This space has not carried much about, nor commented at length on, the multitude of articles and essays on the ongoing drop in the price of petroleum; mainly because much, perhaps most, of this has been wrong in so many ways, starting with the misrepresentation of the supply and demand influences on the price.
The current favorite myth contends that the fall in the price of oil is due to the Saudis trying to punish Russia for supporting Assad and drive the frackers in the US out of business while also punishing the evil Shia controlling oil in Iran and Iraq. Drivel, starting with the simple observation that the Saudis are pumping about the same amount of oil they have for nearly a decade and OPEC as a whole is maybe 500,000 barrels a day over it's long set target.
The US, on the other hand, is suddenly pumping out an extra 4 or 5 million barrels a day from fracking operations – if there is a country that has upset the apple cart, it is the US. Telling the Saudis they have to stop pumping oil because we want to continue is a reasonable example of how silly most of this discussion is.
Another comment fairytale involves the US, with Saudi help, torpedoing oil prices so as to “punish” Putin for getting in the way of US plans for Ukraine. Yes, the Russians did upset our neat plans for Kiev, and the low prices are hurting Russia, but even if Vladimir was to suddenly withdraw his support for ethnic Russians in Ukraine and give back Crimea, how would that change the global supply and demand problem with oil?
Even those dwelling on the supply and demand equation mostly miss what's going on, the circular and long term nature of the situation. And the demand side is generally given the least discussion when it is the most important factor.
I don't need a barrel of oil in the backyard. I don't even – at base – need the 19 gallons of gasoline or the 11 gallons of diesel hidden in a barrel of crude. What I need is transportation – to get from there to there. Or to move stuff from a hole in the ground to a refinery to a factory to a store and ultimately to my house. What has diminished is not the need, specifically, for diesel or gasoline; what has shrunk and continues to shrink is our ability to pay to transport stuff, because the more money we divert to pay to get the fuel,the less of the stuff we can afford - and thus the diminished need for transport fuel. Viola! Surplus unaffordable oil!
The price of oil tells us that economies around the world are slowing down and nearly at a stall. [Here's where the chorus starts chanting “Be afraid. Be afraid.”]
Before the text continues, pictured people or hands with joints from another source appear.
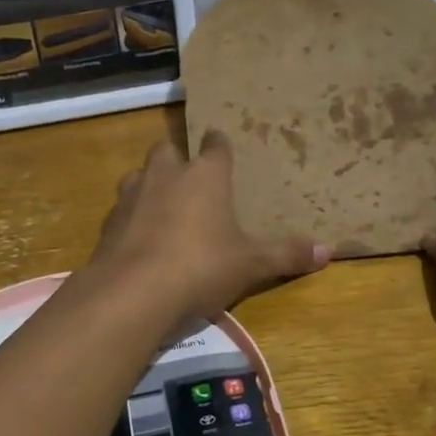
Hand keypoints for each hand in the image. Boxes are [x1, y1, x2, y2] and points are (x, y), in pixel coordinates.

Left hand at [90, 132, 328, 323]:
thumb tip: (329, 251)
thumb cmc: (200, 267)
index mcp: (204, 176)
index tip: (220, 141)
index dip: (219, 144)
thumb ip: (286, 255)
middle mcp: (165, 176)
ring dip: (149, 185)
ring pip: (138, 176)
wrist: (132, 293)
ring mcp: (131, 197)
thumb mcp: (250, 265)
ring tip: (162, 206)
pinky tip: (139, 240)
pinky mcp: (107, 225)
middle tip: (188, 176)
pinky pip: (121, 211)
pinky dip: (131, 219)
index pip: (215, 146)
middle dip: (177, 159)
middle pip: (167, 151)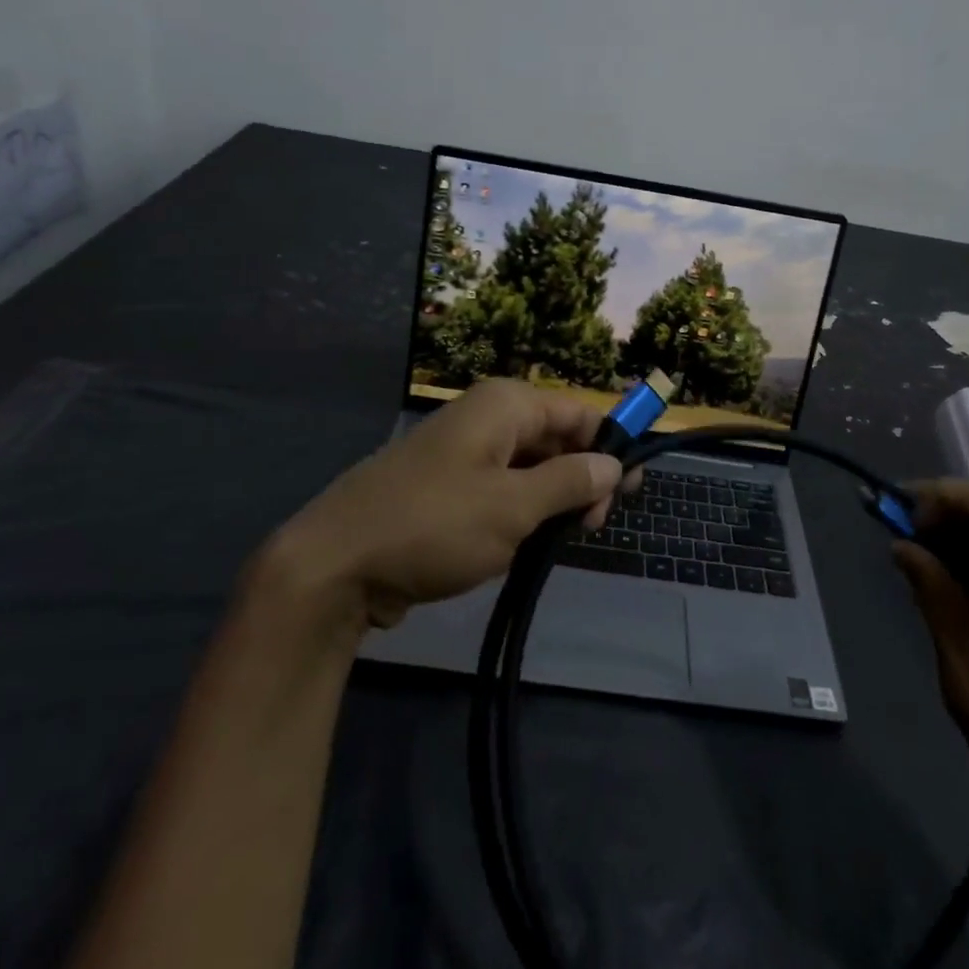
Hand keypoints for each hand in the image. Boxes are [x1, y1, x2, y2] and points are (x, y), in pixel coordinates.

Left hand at [267, 380, 624, 632]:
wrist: (335, 564)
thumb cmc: (435, 525)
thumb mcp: (514, 506)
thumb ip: (571, 481)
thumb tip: (613, 464)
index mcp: (505, 404)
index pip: (579, 411)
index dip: (610, 445)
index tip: (632, 490)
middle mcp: (485, 416)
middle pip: (555, 436)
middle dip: (582, 476)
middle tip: (593, 526)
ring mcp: (463, 451)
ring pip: (529, 465)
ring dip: (552, 498)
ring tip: (562, 538)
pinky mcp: (446, 485)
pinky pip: (500, 487)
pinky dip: (522, 510)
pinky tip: (525, 542)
It is all traceable to peak oil, back in late 2005, when the price of oil started rising, ending in the collapse of the housing bubble and the beginning of a desperate search for more oil – in the deep sea, in the arctic, in tar sands and oil shales. And more was found – at ever higher costs, both in money and energy. Note that the more energy it takes to produce the oil, the less oil there is for other purposes like transportation.
Years of increasing amounts of energy and money being shunted into producing petroleum has resulted in the world-wide malaise that is settling in. What has diminished is not the need, specifically, for diesel or JP4 or gasoline; what has shrunk and continues to shrink is our ability to pay to transport stuff and, because we divert ever more money to pay for the energy to transport the stuff, the stuff itself and thus the need to transport fuel. And suddenly we have a global surplus of unaffordable oil!
To counter the increase in the cost of the basic essential component of civilization, central banks (mostly the Fed) have created trillions of dollars – first as credit to continue the frenzy of buying stuff and then to pay for increasingly expensive petroleum and now to fight off the deflation and eventual depression that is surely coming our way. It will not be brought on solely by the oil debacle; nearly every primary extractive component of modern commerce is becoming scarcer and more expensive to produce with concomitant increases in debt funding.
All that debt will have to be paid back or rolled over – and most likely at higher interest rates once the central banks begin trying to deflate the asset bubbles they have built. And that is when the real fun will begin. And it has little to do with an oversupply of oil and a lot to do with a tremendous oversupply of central bank created inflationary cash which was (and is) pumped out to offset the simple reality that we cannot afford the ever expanding capitalist economy any more, if we ever could.